Funny TV ads appear to be more likable to consumers, but that does not necessarily make them more persuasive or effective, according to [download page] an Ace Metrix study released. Measuring humor against likability, there is a 0.31 correlation, indicating that the more consumers perceive an ad to be funny, the more they find it likeable. There is also a positive correlation with attention (0.30) and watchability (0.15). But, consumers see funny ads as less informative (-0.22 correlation), and are less likely to change (-0.07) or desire (-0.08) brands because of a funny ad. Considering that Edelman released a study saying that consumers demand to be entertained via TV spots this is further proof that every time they try and share research it has little to do with actually driving business.
Via Ted Dhanik; According to Ogilvy’s report, Facebook sources have hinted that organic reach will approach zero in the near future. In addition, one one analysis found that as many as 40 percent of “likes” for one life sciences company were fraudulent. In other words, brands spent years building a fan base they either can’t reach or actually don’t want to reach. But wait, it gets worse; advertisers are paying for less than they believe. Facebook advertisers are detecting 20 percent to 30 percent click fraud on the site using sophisticated forensics. Rather than offshore likers, bots are decimating ad performance on Facebook. It’s no wonder that one company has written a breakup letter to Facebook while many others are ready to unfriend the social network after paying for promoted posts with underwhelming results. Quoting Monty Python from The Holy Grail “Run Away!”
POST SUMMARY: Fully 92% of Americans ignore at least one type of ad, including: Online – 82% Television – 37% Radio – 36% Newspaper – 35%. The online ads Americans are most likely to ignore included: online banner ads (73%), followed by social media ads (62%), and search engine ads (59%). The highest wage earners, those with a household income of $100k+ per year, were statistically more likely than those households making less than $50k per year (86% vs. 78%, respectively) to say they ignore online ads.

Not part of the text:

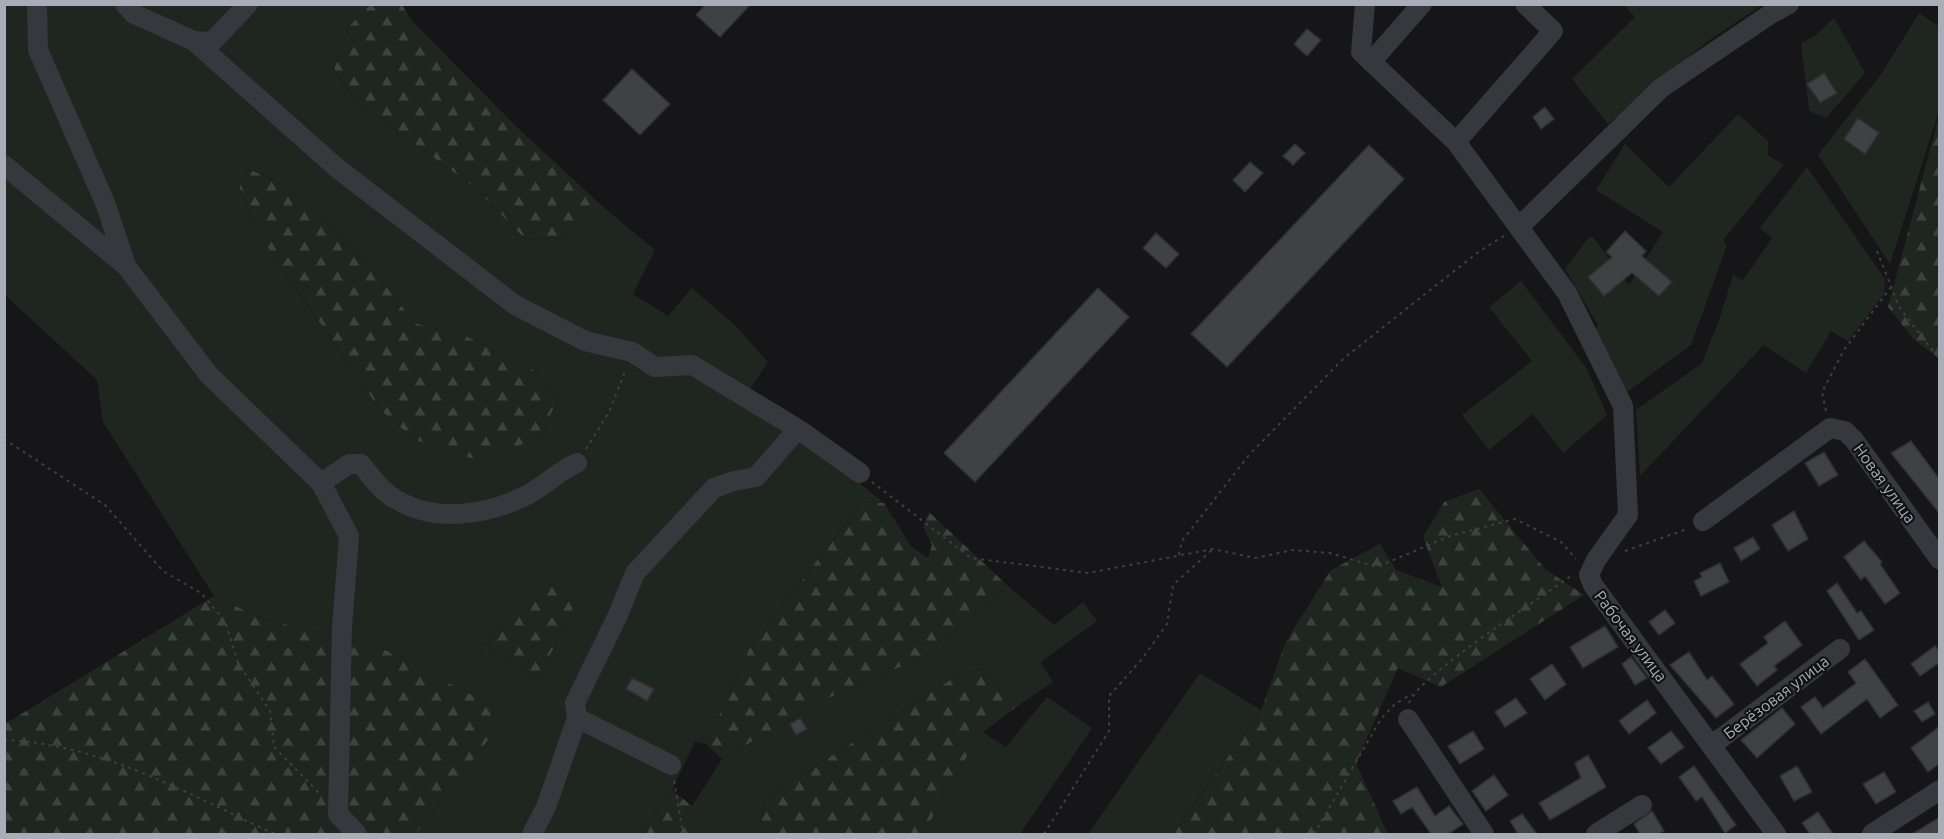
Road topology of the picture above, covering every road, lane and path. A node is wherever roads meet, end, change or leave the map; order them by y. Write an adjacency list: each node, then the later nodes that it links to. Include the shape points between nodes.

Writing for Time.com, Chartbeat CEO Tony Haile says that while 71 percent of surfers will stick with a “real” article for more than 15 seconds, that number drops to 24 percent for native ad stuff. “What this suggests is that brands are paying for — and publishers are driving traffic to — content that does not capture the attention of its visitors or achieve the goals of its creators,” Haile says.
According to Denise Lee Yohn advertising is no longer a reliable method for raising brand awareness and attracting brand prospects. For every successful advertising campaign, there are at least five that have failed. Is she right?
According to Ipsos the number one way to create awareness around new brands and products is with TV ads followed closely with friends and family and the Internet. However Deloitte reports that one-quarter of consumers multitask while watching TV. My guess is that number is a lot higher when it comes to watching TV while commercials are on plus consumers have the last channel button on their remotes allowing them to watch something else while commercials air.
Marketers are sharpening their focus in 2014. They are building smarter, more effective strategies and teams that will drive the best possible results driven by the need to show that marketing can drive business objectives. According to a study from Conversant personalization is driving marketing, but is that true for all products?